Class: Vector

Sylvester version: 0.1.0 onwards

Class methods: create, i, j, k, Random, Zero

Instance methods: add, angleFrom, cross, dimensions, distanceFrom, dot, dup, e, each, eql, forEach, indexOf, inspect, isAntiparallelTo, isParallelTo, isPerpendicularTo, liesIn, liesOn, map, max, modulus, multiply, reflectionIn, rotate, round, setElements, snapTo, subtract, to3D, toDiagonalMatrix, toUnitVector, x

Instance variables:

  • elements – an array containing the vector’s elements

Overview

The Vector class is designed to model vectors in any number of dimensions. All the elements of a vector must be real numbers. Depending on what you’re using them for, it can be helpful to think of a vector either as a point in n-dimensional space, or as a line connecting the origin to that same point.

Class methods

Vector.create(elements) 0.1.0

Creates and returns new Vector instance from the array elements. Example usage:

var v = Vector.create([6,2,9]);

This method is aliased as $V.

Vector.i, Vector.j, Vector.k 0.1.0

Predefined Vector instances representing the 3-dimensional i, j and k vectors respectively.

Vector.Random(n) 0.1.0

Returns a vector with n elements, each of which is a random number between 0 and 1.

Vector.Zero(n) 0.1.0

Returns a vector with n elements, all of which are zero.

Instance methods

add(vector) 0.1.0

If the receiver and vector have the same number of elements, returns a Vector formed by adding them together. Otherwise, returns null.

angleFrom(vector) 0.1.0

Returns the angle in radians between vector and the receiver. The return value will always be between 0 and inclusive. If the vectors have unequal numbers of elements, null is returned.

cross(vector) 0.1.0

Returns the cross product (aka the vector product) of the receiver with vector, in the order in which they are written. For example, a.cross(b) is the same as the mathematical statement a × b. Both vectors must have three elements, otherwise this method returns null.

dimensions() 0.1.0

Returns the number of elements the receiver has – that is, the dimensionality of the vector space it inhabits.

distanceFrom(vector) 0.1.0

Returns the (always positive) distance of the receiver from vector. That is, a.distanceFrom(b) is equivalent to |ab|.

dot(vector) 0.1.0

Returns the value of the dot product (aka the scalar product) of the receiver with vector. That is, a.dot(b) is the same as ab. Returns null if the vectors have unequal dimensions.

dup() 0.1.0

Returns a copy of the receiver.

e(i) 0.1.0

Returns the ith element of the receiver. Element indexes begin at 1, not 0 like array indexes. This is consistent with mathematical notation.

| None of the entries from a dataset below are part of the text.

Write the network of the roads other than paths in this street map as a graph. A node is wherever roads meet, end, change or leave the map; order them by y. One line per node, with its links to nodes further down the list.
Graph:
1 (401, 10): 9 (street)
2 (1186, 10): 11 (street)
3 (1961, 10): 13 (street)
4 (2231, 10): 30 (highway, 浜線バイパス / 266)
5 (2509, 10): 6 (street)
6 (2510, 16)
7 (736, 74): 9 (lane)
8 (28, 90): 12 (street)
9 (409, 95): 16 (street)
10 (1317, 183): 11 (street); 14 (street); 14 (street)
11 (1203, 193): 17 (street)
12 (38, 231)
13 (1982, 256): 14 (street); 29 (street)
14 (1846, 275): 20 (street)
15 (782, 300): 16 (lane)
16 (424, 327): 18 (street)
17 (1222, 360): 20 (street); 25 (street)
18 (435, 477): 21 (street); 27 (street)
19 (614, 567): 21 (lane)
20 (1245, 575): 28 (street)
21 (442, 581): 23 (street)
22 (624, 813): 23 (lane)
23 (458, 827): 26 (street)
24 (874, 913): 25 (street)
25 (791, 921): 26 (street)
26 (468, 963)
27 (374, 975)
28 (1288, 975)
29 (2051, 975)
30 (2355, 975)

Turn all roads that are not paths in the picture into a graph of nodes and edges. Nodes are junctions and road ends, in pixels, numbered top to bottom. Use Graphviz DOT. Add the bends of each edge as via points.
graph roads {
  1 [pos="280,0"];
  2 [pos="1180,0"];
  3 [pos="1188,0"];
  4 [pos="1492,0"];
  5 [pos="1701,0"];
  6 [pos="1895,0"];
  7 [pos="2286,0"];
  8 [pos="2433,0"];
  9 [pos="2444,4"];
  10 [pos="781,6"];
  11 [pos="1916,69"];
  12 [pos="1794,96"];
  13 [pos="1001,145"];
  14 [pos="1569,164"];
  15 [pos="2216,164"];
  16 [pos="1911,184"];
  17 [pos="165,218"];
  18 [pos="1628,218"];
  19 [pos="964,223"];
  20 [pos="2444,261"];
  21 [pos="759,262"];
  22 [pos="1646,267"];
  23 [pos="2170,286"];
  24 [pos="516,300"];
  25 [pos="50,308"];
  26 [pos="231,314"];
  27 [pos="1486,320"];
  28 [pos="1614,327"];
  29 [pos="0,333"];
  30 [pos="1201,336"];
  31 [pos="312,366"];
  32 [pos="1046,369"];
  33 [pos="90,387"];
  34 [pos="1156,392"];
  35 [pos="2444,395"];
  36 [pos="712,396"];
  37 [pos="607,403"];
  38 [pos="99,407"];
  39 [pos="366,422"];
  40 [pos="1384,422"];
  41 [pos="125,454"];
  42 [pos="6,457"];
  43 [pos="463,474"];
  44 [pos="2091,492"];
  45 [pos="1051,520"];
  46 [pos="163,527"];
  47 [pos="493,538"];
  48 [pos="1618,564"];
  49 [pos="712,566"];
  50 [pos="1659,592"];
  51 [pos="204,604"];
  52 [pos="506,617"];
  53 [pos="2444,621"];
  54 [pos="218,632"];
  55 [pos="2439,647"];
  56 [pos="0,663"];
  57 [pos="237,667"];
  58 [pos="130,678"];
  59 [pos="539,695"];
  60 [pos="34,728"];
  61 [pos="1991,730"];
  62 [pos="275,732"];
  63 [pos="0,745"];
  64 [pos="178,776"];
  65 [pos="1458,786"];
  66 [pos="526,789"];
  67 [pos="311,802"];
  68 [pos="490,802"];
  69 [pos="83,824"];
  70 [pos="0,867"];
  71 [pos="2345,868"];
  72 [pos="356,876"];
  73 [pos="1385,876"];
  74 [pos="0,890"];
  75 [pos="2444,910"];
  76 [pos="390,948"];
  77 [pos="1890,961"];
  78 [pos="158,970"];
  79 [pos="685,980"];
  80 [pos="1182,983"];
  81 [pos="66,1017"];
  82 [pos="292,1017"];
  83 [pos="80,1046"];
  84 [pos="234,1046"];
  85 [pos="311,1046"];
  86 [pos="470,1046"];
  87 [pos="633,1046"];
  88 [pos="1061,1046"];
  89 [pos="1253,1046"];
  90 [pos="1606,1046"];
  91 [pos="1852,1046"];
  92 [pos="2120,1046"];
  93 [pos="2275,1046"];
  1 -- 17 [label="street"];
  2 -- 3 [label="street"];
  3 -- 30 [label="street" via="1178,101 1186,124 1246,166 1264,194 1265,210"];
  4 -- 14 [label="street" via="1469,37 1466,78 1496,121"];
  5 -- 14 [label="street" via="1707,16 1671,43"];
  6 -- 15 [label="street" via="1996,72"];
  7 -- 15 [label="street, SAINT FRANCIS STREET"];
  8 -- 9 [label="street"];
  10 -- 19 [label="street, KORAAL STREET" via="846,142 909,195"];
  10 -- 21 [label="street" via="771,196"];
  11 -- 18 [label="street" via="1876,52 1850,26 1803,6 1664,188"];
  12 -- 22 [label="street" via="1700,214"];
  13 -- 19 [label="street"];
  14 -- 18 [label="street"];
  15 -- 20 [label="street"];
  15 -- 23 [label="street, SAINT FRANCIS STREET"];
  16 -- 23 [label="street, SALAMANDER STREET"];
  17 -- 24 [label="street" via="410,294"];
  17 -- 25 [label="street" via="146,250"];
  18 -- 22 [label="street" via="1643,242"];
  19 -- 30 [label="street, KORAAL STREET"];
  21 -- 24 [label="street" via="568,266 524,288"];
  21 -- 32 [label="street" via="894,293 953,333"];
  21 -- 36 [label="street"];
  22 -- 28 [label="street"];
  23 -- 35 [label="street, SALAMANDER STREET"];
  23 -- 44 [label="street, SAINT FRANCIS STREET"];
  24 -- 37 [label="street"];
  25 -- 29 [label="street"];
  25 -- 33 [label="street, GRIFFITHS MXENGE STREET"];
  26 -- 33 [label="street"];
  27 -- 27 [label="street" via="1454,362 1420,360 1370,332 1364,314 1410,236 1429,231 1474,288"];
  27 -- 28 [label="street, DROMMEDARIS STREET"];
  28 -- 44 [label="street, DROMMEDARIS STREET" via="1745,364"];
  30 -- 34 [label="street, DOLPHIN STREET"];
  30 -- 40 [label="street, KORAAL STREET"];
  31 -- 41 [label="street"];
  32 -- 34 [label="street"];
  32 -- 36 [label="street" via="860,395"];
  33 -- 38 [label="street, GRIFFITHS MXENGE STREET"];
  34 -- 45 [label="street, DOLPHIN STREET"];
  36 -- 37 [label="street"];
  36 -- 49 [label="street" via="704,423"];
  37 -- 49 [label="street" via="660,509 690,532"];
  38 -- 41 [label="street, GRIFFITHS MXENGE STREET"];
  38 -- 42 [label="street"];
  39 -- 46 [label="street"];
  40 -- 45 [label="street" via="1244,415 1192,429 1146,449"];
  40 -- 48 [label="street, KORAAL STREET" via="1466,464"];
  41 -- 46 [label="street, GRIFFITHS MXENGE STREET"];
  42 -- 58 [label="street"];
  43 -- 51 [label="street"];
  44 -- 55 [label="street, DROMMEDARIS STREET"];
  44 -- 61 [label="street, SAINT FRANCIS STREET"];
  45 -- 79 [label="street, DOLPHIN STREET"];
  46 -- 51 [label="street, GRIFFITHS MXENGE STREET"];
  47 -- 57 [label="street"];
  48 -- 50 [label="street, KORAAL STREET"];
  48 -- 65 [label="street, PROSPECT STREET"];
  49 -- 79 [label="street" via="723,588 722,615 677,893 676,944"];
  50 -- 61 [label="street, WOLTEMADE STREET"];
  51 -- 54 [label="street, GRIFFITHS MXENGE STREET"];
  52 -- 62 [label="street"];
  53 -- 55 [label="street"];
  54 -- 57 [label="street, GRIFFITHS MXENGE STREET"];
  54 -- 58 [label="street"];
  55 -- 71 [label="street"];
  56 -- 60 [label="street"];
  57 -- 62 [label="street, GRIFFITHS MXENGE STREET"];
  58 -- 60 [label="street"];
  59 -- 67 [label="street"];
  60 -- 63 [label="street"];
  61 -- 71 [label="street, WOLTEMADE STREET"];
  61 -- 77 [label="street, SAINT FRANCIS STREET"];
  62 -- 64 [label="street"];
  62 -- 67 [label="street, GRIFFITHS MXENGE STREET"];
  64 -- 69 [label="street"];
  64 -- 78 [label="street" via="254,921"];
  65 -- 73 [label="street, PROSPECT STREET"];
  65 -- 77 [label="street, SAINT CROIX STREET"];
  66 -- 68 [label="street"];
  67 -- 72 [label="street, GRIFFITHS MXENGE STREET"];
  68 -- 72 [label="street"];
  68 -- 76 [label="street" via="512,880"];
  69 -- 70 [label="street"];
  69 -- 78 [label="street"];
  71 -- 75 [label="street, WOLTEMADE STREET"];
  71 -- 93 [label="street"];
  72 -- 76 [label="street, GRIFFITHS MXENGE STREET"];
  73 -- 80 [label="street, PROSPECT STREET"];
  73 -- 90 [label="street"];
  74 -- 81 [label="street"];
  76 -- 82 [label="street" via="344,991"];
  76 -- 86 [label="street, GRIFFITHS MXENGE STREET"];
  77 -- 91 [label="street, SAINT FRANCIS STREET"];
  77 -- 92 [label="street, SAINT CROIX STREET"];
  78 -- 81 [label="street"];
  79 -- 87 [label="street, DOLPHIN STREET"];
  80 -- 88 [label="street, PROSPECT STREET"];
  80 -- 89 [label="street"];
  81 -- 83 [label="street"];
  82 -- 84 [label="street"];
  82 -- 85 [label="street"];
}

each(iterator, context) 0.1.1

Alias for forEach(iterator, context).

eql(vector) 0.1.0

Returns true iff the receiver is equal to vector, that is, if all their elements are equal. See note on accuracy.

indexOf(x) 0.1.0

Returns the index position (numbered from 1, just as for e()) of the first element exactly equal to x. If no match is found, returns null.

inspect() 0.1.0

Returns a string representation of the receiver, useful for debugging purposes. Example:

alert($V([7,-2,5]).inspect())
// alerts "[7, -2, 5]"

isAntiparallelTo(vector) 0.1.0

Returns true iff vector’s direction is exactly opposed to that of the receiver, that is, if the angle between them is π. See note on accuracy.

isParallelTo(vector) 0.1.0

Returns true iff vector’s direction is exactly aligned with that of the receiver, that is, if the angle between them is zero. See note on accuracy.

isPerpendicularTo(vector) 0.1.0

Returns true iff vector’s direction is perpendicular to that of the receiver, that is, if the angle between them is π/2. See note on accuracy.

liesIn(plane) 0.1.0

Returns true iff the receiver is a point in the given Plane. Only works on 3-dimensional vectors.

liesOn(line) 0.1.0

Returns true iff the receiver is a point on the given Line. Only works on 3-dimensional vectors.

map(iterator) 0.1.0

Maps the receiver to another vector by calling iterator with each element in turn. iterator is also passed the index (numbered from 1) of each element as the second argument. Some examples:

var a = $V([3,4,5]);

// To square the elements of a
var b = a.map(function(x) { return x * x; });

// To add each element's index to its value
var c = a.map(function(x, i) { return x + i; });

max() 0.1.0

Returns the element of the receiver with the largest absolute value. For example, $V([0,-6,5]).max() returns -6.

modulus() 0.1.0

Returns the modulus of the receiver, given by |v| = √( Σ vi² ).

multiply(k) 0.1.0

Returns the vector obtained by multiplying all the elements of the receiver by the scalar quantity k. Aliased as x(k).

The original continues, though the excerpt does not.